I've made sourdough starter with organic whole-grain flour, as well as one with rye flour. Here's how I made it:
- Mix the flour with water.
- Cover and let it develop for 12 hours in dark, draft-free place.
- Remove half of it, replenish with fresh flour and water, then back to step 1.
- Once the starter double's itself every 12 hours you start replenishing with white flour.
- After yeast is a week old and still going strong, it's safe to use.
Like with the grapes you mentioned, this works because of the natural yeast from the fields it was grown in lives on the wheat or rye. I would be willing to bet that similarly, yeast lives on the barley, however, since the barley used in brewing has been malted all of the yeast is killed off.
I think you'd have to get the yeast using unmalted barley or organic barley flour, and along with it you'd probably pick up some Lactobacillus as you do in sourdough. This would give you that distinct sour flavor by producing lactic acid during your fermentation.
Also, as you mentioned, the vigorous boiling will kill any yeast off, so you must figure out how to: introduce barley and its yeast to a prime growing environment, crowd out any other bacteria that might be living on the barley, stabilize the yeast strain, and pitch it after your wort has cooled to room temperature.
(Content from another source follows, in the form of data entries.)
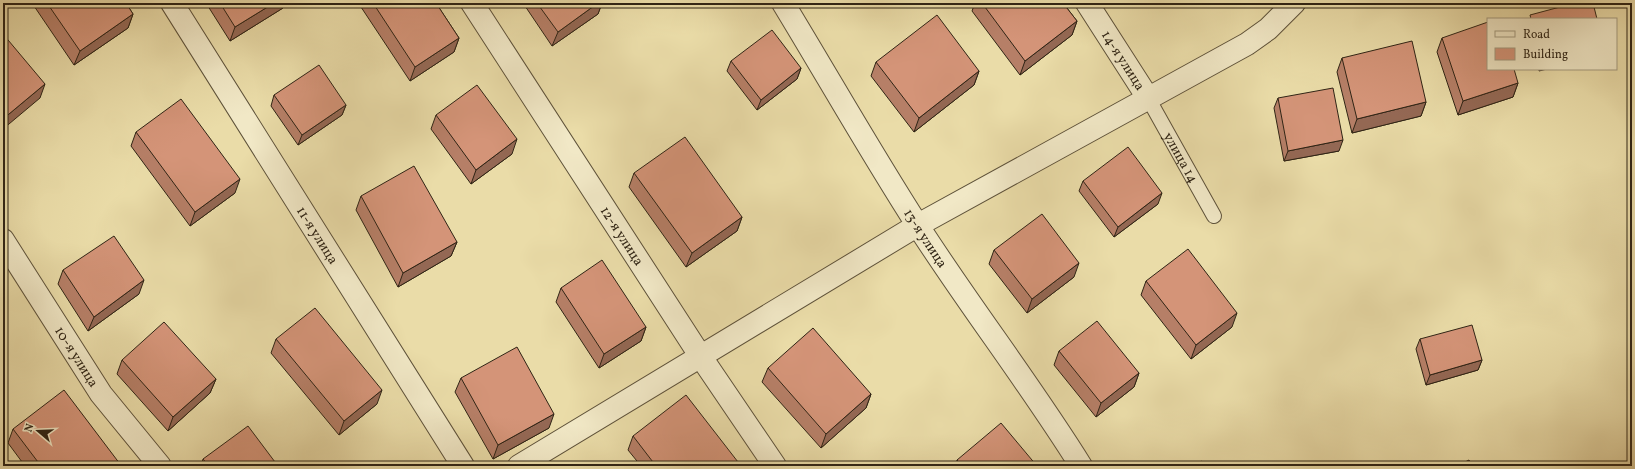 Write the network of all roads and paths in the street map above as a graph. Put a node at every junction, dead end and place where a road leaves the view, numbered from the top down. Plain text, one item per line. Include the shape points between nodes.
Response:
1 (172, 3) edge
2 (472, 3) edge
3 (783, 3) edge
4 (1088, 3) edge
5 (1294, 3) edge
6 (1148, 98) junction
7 (1214, 216) dead end
8 (918, 225) junction
9 (3, 240) edge
10 (701, 357) junction
11 (160, 466) edge
12 (463, 466) edge
13 (519, 466) edge
14 (775, 466) edge
15 (1081, 466) edge

1 - 12 street, 11-я улица
2 - 10 street, 12-я улица
3 - 8 street, 13-я улица
4 - 6 street, 14-я улица
5 - 6 street via 1268,29 1247,44
6 - 7 lane, улица 14
6 - 8 street
8 - 10 street
8 - 15 street, 13-я улица
9 - 11 street, 10-я улица via 101,394
10 - 13 street
10 - 14 street, 12-я улица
I would just get a yeast culture the same way you do with bread (of course being more carefull and sanitary):
- Mix some finely-ground barley/organic barley flour (unmalted would render the best results I imagine) with water (maybe some liquid malt extract as well to feed the yeast?).
- Put in a sanitized container with an airlock or in an air-tight container and let it develop for 12 hours in dark, draft-free place.
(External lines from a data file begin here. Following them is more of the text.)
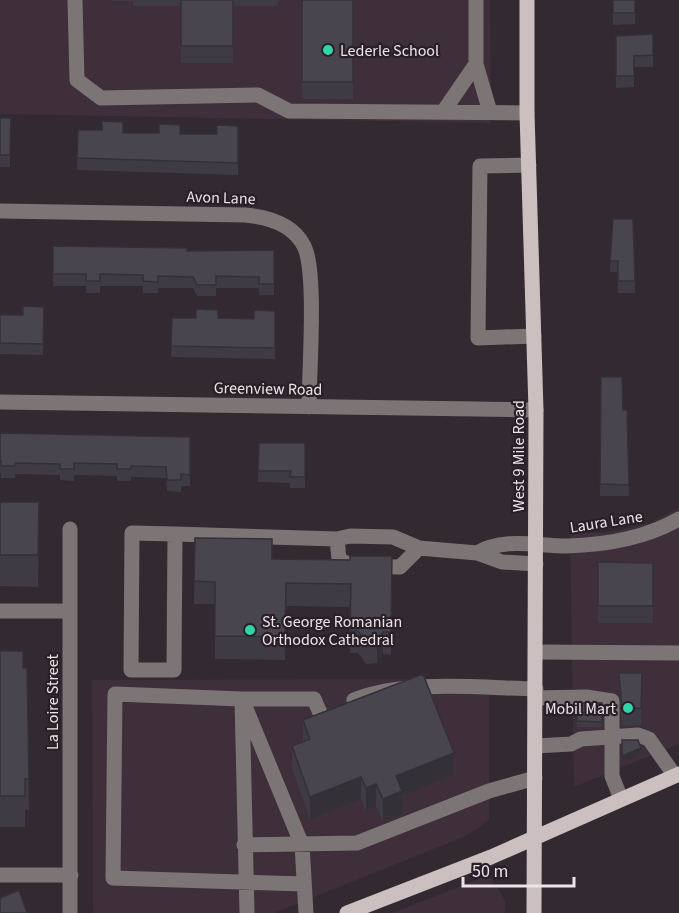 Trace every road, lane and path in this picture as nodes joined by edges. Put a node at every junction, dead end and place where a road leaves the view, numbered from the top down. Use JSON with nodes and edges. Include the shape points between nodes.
{"nodes":[{"id":1,"x":75,"y":0,"type":"edge"},
{"id":2,"x":476,"y":0,"type":"edge"},
{"id":3,"x":527,"y":0,"type":"edge"},
{"id":4,"x":476,"y":64,"type":"junction"},
{"id":5,"x":443,"y":112,"type":"junction"},
{"id":6,"x":490,"y":112,"type":"junction"},
{"id":7,"x":527,"y":113,"type":"junction"},
{"id":8,"x":529,"y":165,"type":"junction"},
{"id":9,"x":0,"y":211,"type":"edge"},
{"id":10,"x":534,"y":336,"type":"junction"},
{"id":11,"x":0,"y":402,"type":"edge"},
{"id":12,"x":309,"y":407,"type":"junction"},
{"id":13,"x":536,"y":410,"type":"junction"},
{"id":14,"x":679,"y":519,"type":"edge"},
{"id":15,"x":70,"y":529,"type":"dead end"},
{"id":16,"x":175,"y":534,"type":"junction"},
{"id":17,"x":337,"y":539,"type":"junction"},
{"id":18,"x":536,"y":544,"type":"junction"},
{"id":19,"x":419,"y":548,"type":"junction"},
{"id":20,"x":477,"y":552,"type":"junction"},
{"id":21,"x":536,"y":564,"type":"junction"},
{"id":22,"x":0,"y":611,"type":"edge"},
{"id":23,"x":70,"y":611,"type":"junction"},
{"id":24,"x":536,"y":652,"type":"junction"},
{"id":25,"x":679,"y":653,"type":"edge"},
{"id":26,"x":536,"y":693,"type":"junction"},
{"id":27,"x":242,"y":699,"type":"junction"},
{"id":28,"x":354,"y":700,"type":"edge"},
{"id":29,"x":324,"y":722,"type":"edge"},
{"id":30,"x":613,"y":736,"type":"junction"},
{"id":31,"x":535,"y":746,"type":"junction"},
{"id":32,"x":677,"y":775,"type":"edge"},
{"id":33,"x":535,"y":778,"type":"junction"},
{"id":34,"x":621,"y":799,"type":"junction"},
{"id":35,"x":535,"y":836,"type":"junction"},
{"id":36,"x":244,"y":845,"type":"junction"},
{"id":37,"x":302,"y":845,"type":"junction"},
{"id":38,"x":0,"y":875,"type":"edge"},
{"id":39,"x":71,"y":875,"type":"junction"},
{"id":40,"x":245,"y":882,"type":"junction"},
{"id":41,"x":304,"y":884,"type":"junction"},
{"id":42,"x":70,"y":913,"type":"edge"},
{"id":43,"x":247,"y":913,"type":"edge"},
{"id":44,"x":306,"y":913,"type":"edge"},
{"id":45,"x":347,"y":913,"type":"edge"},
{"id":46,"x":534,"y":913,"type":"edge"}],
"edges":[{"from":1,"to":5,"type":"street","via":[[77,80],[101,98],[258,94],[289,111]]},
{"from":2,"to":4,"type":"street"},
{"from":3,"to":7,"type":"main road","name":"West 9 Mile Road"},
{"from":4,"to":5,"type":"street"},
{"from":4,"to":6,"type":"street"},
{"from":5,"to":6,"type":"street"},
{"from":6,"to":7,"type":"street"},
{"from":7,"to":8,"type":"main road","name":"West 9 Mile Road"},
{"from":8,"to":10,"type":"main road","name":"West 9 Mile Road"},
{"from":8,"to":10,"type":"street","via":[[480,166],[478,338]]},
{"from":9,"to":12,"type":"street","name":"Avon Lane","via":[[245,215],[270,219],[289,228],[304,246],[311,272]]},
{"from":10,"to":13,"type":"main road","name":"West 9 Mile Road"},
{"from":11,"to":12,"type":"street","name":"Greenview Road"},
{"from":12,"to":13,"type":"street","name":"Greenview Road"},
{"from":13,"to":18,"type":"main road","name":"West 9 Mile Road"},
{"from":14,"to":18,"type":"street","name":"Laura Lane","via":[[635,537],[568,546]]},
{"from":15,"to":23,"type":"street","name":"La Loire Street"},
{"from":16,"to":16,"type":"street","via":[[174,670],[131,670],[132,533]]},
{"from":16,"to":17,"type":"street"},
{"from":17,"to":19,"type":"street","via":[[393,537]]},
{"from":17,"to":19,"type":"street","via":[[339,559],[351,566],[400,567]]},
{"from":18,"to":20,"type":"street","name":"Laura Lane","via":[[497,543]]},
{"from":18,"to":21,"type":"main road","name":"West 9 Mile Road"},
{"from":19,"to":20,"type":"street"},
{"from":20,"to":21,"type":"street","via":[[502,562]]},
{"from":21,"to":24,"type":"main road","name":"West 9 Mile Road"},
{"from":22,"to":23,"type":"street"},
{"from":23,"to":39,"type":"street","name":"La Loire Street"},
{"from":24,"to":25,"type":"street"},
{"from":24,"to":26,"type":"main road","name":"West 9 Mile Road"},
{"from":26,"to":28,"type":"street","via":[[435,687],[370,694]]},
{"from":26,"to":30,"type":"street","via":[[612,701]]},
{"from":26,"to":31,"type":"main road","name":"West 9 Mile Road"},
{"from":27,"to":29,"type":"street","via":[[314,699]]},
{"from":27,"to":36,"type":"street"},
{"from":27,"to":37,"type":"street"},
{"from":27,"to":40,"type":"street","via":[[115,694],[113,878]]},
{"from":30,"to":31,"type":"street"},
{"from":30,"to":32,"type":"street","via":[[638,735],[649,739]]},
{"from":30,"to":34,"type":"street","via":[[612,776]]},
{"from":31,"to":33,"type":"main road","name":"West 9 Mile Road"},
{"from":32,"to":34,"type":"main road"},
{"from":33,"to":35,"type":"main road","name":"West 9 Mile Road"},
{"from":33,"to":37,"type":"street","via":[[489,791],[357,843]]},
{"from":34,"to":35,"type":"main road"},
{"from":35,"to":45,"type":"main road"},
{"from":35,"to":46,"type":"main road","name":"West 9 Mile Road"},
{"from":36,"to":37,"type":"street"},
{"from":36,"to":40,"type":"street"},
{"from":37,"to":41,"type":"street"},
{"from":38,"to":39,"type":"street"},
{"from":39,"to":42,"type":"street","name":"La Loire Street"},
{"from":40,"to":41,"type":"street"},
{"from":40,"to":43,"type":"street"},
{"from":41,"to":44,"type":"street"}]}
- Remove half of it, replenish with fresh finely-ground barley/organic barley flour and water (lme?), then back to step 1.
- Once the starter is going strong (lots of CO2 and activity) you start replenishing with malt extract only so you don't introduce any more foreign organisms.
- After yeast is a week old and still going strong (and doesn't smell funky), it's safe to use.
You pose a very interesting question and I am very tempted to try this myself. It works with bread, why not beer? I think the key is going to be to get the yeast culture up and going long enough to crowd out any other organisms that might be living in there. If you find a good strain, just keep it alive and reuse it!
Let us know if you try something out and how it went!